[Dataset entries]
= Beginning of Section =
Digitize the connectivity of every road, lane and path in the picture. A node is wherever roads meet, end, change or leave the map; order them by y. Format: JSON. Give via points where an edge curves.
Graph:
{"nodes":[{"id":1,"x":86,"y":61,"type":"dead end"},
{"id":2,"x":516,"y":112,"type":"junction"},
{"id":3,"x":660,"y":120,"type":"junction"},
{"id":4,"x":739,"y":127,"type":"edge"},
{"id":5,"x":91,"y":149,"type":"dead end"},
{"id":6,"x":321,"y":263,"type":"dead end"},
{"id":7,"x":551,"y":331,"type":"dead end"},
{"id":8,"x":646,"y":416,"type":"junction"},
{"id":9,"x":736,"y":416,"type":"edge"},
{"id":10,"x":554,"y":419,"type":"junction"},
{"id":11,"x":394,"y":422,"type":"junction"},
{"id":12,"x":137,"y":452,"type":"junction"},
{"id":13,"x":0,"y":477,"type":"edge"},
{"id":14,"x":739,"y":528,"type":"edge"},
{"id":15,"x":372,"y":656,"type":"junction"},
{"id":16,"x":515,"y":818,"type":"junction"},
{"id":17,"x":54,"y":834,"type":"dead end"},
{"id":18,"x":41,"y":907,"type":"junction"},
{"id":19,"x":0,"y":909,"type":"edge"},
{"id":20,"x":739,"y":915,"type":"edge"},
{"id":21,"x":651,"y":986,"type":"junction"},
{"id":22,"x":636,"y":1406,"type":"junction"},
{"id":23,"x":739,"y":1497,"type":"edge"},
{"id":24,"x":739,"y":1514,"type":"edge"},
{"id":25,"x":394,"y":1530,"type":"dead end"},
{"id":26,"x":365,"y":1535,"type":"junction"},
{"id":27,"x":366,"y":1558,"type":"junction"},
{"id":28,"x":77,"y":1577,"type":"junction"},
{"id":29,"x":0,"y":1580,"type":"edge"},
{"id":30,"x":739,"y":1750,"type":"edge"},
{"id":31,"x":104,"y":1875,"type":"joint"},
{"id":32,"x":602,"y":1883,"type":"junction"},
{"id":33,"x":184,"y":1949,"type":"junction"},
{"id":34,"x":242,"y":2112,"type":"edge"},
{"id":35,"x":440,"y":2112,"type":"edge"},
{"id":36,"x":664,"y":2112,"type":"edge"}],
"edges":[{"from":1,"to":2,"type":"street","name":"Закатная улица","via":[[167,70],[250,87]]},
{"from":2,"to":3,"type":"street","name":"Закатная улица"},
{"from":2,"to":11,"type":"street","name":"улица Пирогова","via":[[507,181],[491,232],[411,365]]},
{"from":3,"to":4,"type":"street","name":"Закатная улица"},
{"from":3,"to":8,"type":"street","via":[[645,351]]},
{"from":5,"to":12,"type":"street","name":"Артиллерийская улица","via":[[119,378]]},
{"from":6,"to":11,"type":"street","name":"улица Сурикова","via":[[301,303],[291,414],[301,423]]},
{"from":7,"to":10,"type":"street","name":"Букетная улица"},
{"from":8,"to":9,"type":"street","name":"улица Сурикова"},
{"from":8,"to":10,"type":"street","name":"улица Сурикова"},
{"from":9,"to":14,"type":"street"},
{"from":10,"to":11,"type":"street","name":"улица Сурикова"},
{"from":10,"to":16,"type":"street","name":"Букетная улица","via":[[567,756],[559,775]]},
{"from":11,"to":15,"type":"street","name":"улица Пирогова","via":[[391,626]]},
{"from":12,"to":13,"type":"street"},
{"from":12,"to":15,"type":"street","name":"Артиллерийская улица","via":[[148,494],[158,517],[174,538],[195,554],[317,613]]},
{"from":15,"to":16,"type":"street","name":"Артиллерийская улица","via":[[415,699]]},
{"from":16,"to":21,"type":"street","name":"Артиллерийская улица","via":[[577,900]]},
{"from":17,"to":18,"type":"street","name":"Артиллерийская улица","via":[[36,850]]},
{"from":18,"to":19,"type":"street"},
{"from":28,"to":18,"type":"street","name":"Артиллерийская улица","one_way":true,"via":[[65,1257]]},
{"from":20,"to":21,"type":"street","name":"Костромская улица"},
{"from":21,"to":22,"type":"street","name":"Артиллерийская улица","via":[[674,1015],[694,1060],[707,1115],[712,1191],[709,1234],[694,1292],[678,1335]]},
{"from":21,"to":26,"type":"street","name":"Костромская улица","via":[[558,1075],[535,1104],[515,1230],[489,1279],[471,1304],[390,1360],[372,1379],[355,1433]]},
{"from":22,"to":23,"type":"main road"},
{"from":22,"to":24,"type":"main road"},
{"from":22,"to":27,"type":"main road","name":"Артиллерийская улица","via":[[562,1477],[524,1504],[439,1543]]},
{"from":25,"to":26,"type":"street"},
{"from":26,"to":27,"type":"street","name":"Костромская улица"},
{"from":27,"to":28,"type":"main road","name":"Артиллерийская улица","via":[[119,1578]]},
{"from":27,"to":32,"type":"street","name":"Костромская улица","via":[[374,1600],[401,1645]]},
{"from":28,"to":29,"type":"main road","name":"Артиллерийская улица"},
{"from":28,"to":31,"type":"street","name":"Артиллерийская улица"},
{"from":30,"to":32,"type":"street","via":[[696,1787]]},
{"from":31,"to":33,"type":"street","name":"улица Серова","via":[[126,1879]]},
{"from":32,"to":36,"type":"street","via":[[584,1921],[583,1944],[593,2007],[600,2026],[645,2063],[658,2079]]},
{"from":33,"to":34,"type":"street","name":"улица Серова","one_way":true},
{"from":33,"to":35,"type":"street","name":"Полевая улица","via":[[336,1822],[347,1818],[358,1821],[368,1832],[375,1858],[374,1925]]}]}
= End of Section =
• **Exercise instructions**: A complete answer lists each line of the data that holds the word "Серова".

• **Response area**:
{"from":31,"to":33,"type":"street","name":"улица Серова","via":[[126,1879]]},
{"from":33,"to":34,"type":"street","name":"улица Серова","one_way":true},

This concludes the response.